Our intrepid fisher people celebrated with a cheer as we coughed our way out into the middle of the Caboolture river inlet. I noticed as the captain of this ship, that there were still problems. i could get no more power out of the thing and we were only putting along in thick clouds of blue smoke
Explaining our excess very visual carbon emissions as “Oh it’s a bit smoky because it has been sitting for a while”.
Suddenly there was silence, the motor died. We’re sitting peacefully in the middle of the Caboolture River estuary, a beautifully spot, if you intended sitting there, but we didn’t. There we signs of panic beginning to rise from my normally loyal crew, I called smell mutiny in the air.
I heard discouraging words like:
“What the F*** are you up to” from my wife and,
“Dad I want to go home” from first mate..
I returned to my technical evaluation of the situation, politely, telling them that refraining from discussing our current condition in whining tones would be the appropriate action for three ladies stranded in the middle of the estuary at present.

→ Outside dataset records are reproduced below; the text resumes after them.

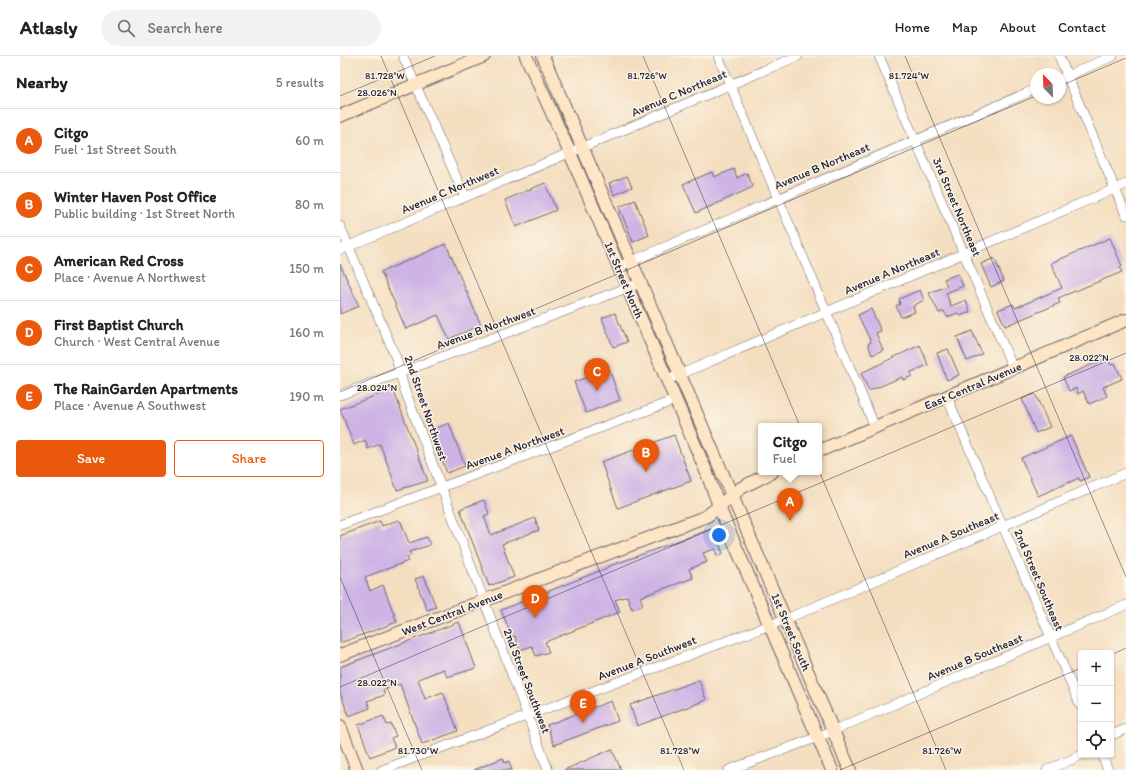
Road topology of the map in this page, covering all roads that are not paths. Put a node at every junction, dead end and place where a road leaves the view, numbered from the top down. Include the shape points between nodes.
1 (403, 56) edge
2 (484, 56) edge
3 (526, 56) edge
4 (543, 56) edge
5 (718, 56) edge
6 (798, 56) edge
7 (879, 56) edge
8 (1059, 56) edge
9 (1113, 56) edge
10 (1062, 68) edge
11 (1066, 76) edge
12 (1066, 81) edge
13 (730, 84) junction
14 (416, 85) junction
15 (1030, 92) edge
16 (340, 116) edge
17 (915, 140) junction
18 (583, 147) junction
19 (570, 153) junction
20 (1126, 184) edge
21 (1115, 189) junction
22 (465, 197) junction
23 (778, 198) junction
24 (1126, 215) edge
25 (340, 226) edge
26 (349, 246) junction
27 (340, 250) edge
28 (964, 253) junction
29 (631, 261) junction
30 (618, 267) junction
31 (640, 284) junction
32 (628, 289) junction
33 (827, 312) junction
34 (1126, 320) edge
35 (1013, 368) junction
36 (400, 372) junction
37 (679, 375) junction
38 (667, 380) junction
39 (340, 395) edge
40 (947, 397) junction
41 (675, 400) junction
42 (876, 427) junction
43 (822, 450) edge
44 (1126, 473) edge
45 (766, 475) edge
46 (441, 488) junction
47 (731, 494) junction
48 (719, 506) junction
49 (340, 525) edge
50 (1003, 526) junction
51 (483, 600) junction
52 (1126, 605) edge
53 (786, 619) junction
54 (770, 625) junction
55 (1051, 637) junction
56 (340, 655) edge
57 (1078, 700) edge
58 (528, 716) junction
59 (340, 726) edge
60 (1126, 729) edge
61 (833, 731) junction
62 (1114, 734) edge
63 (818, 737) junction
64 (1078, 757) edge
65 (1103, 758) edge
66 (356, 770) edge
67 (382, 770) edge
68 (548, 770) edge
69 (728, 770) edge
70 (832, 770) edge
71 (850, 770) edge
72 (1048, 770) edge
73 (1108, 770) edge

1 - 14 street
2 - 14 main road
3 - 19 main road, 1st Street North
4 - 18 main road, 1st Street North
5 - 13 street
6 - 13 street, Avenue C Northeast
7 - 17 street, 3rd Street Northeast
8 - 10 street
9 - 11 street
12 - 21 street
13 - 18 street, Avenue C Northeast
13 - 23 street
14 - 16 main road
14 - 22 street
15 - 17 street, Avenue B Northeast
17 - 23 street, Avenue B Northeast
17 - 28 street, 3rd Street Northeast
18 - 19 street, Avenue C Northeast
18 - 29 main road, 1st Street North
19 - 22 street, Avenue C Northwest
19 - 30 main road, 1st Street North
20 - 21 street, Avenue A Northeast
21 - 24 street
21 - 28 street, Avenue A Northeast
22 - 26 street, Avenue C Northwest
23 - 29 street, Avenue B Northeast
23 - 33 street
25 - 26 street, 2nd Street Northwest
26 - 27 street, Avenue C Northwest
26 - 36 street, 2nd Street Northwest
28 - 33 street, Avenue A Northeast
28 - 35 street, 3rd Street Northeast
29 - 30 street, Avenue B Northeast
29 - 31 main road, 1st Street North
30 - 32 main road, 1st Street North
31 - 32 street, Avenue B Northwest
31 - 37 main road, 1st Street North
32 - 36 street, Avenue B Northwest
32 - 38 main road, 1st Street North
33 - 37 street, Avenue A Northeast
33 - 42 street
34 - 35 main road, East Central Avenue
35 - 40 main road, East Central Avenue
36 - 39 street, Avenue B Northwest
36 - 46 street, 2nd Street Northwest
37 - 38 street, Avenue A Northeast
37 - 47 main road, 1st Street North
38 - 41 main road, 1st Street North
40 - 42 main road, East Central Avenue
40 - 50 street, 2nd Street Southeast
41 - 46 street, Avenue A Northwest
41 - 48 main road, 1st Street North
42 - 43 main road, East Central Avenue
44 - 50 street, Avenue A Southeast
45 - 47 main road
46 - 49 street, Avenue A Northwest
46 - 51 street, 2nd Street Northwest
47 - 48 main road
47 - 53 main road, 1st Street South
48 - 51 main road, West Central Avenue via 708,516
48 - 54 main road, 1st Street South
50 - 53 street, Avenue A Southeast
50 - 55 street, 2nd Street Southeast
51 - 56 main road, West Central Avenue
51 - 58 street, 2nd Street Southwest
52 - 55 street, Avenue B Southeast
53 - 54 street, Avenue A Southwest
53 - 61 main road, 1st Street South
54 - 58 street, Avenue A Southwest
54 - 63 main road, 1st Street South
55 - 57 street, 2nd Street Southeast
55 - 61 street, Avenue B Southeast
58 - 67 street, Avenue A Southwest
58 - 68 street, 2nd Street Southwest
59 - 66 main road
60 - 62 street
61 - 63 street, Avenue B Southeast
61 - 71 main road, 1st Street South
63 - 69 street, Avenue B Southeast
63 - 70 main road, 1st Street South
64 - 72 street
65 - 73 street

I looked again, Ah ha, I had forgotten to push the choke in and had left it running on extremely rich. I carefully took the screw driver again, began to pretend to adjust various elements of the motors mechanism, when I thought enough time had passed, I pushed the choke in, pulled the starter and putt, putt, whroooooom, the motor started and set a course of up-stream for an afternoon fishing. My male technical genius saved for another day, and we got about the serious business of not catching fish.
A mildly successful day from a fishing perspective; we caught a few medium to small fish, which we returned to the water. The weather was great and we discovered another beautiful part of our local environment. There is a couple of small boat repair and building yards up the river and a few pockets of houses with jetties down to the water with yachts moored outside. The banks are a mixture of small stands of native bush and farm paddocks down to the edge of the river.
We passed the rest of the day relatively incident free, apart from a small grounding incident near the end of the day, when the outgoing tide had neglected to leave sufficient water in the river for us run the outboard on. The solution in this case was fairly easy, I asked wifey to get out and push the boat to deep water and away we went again.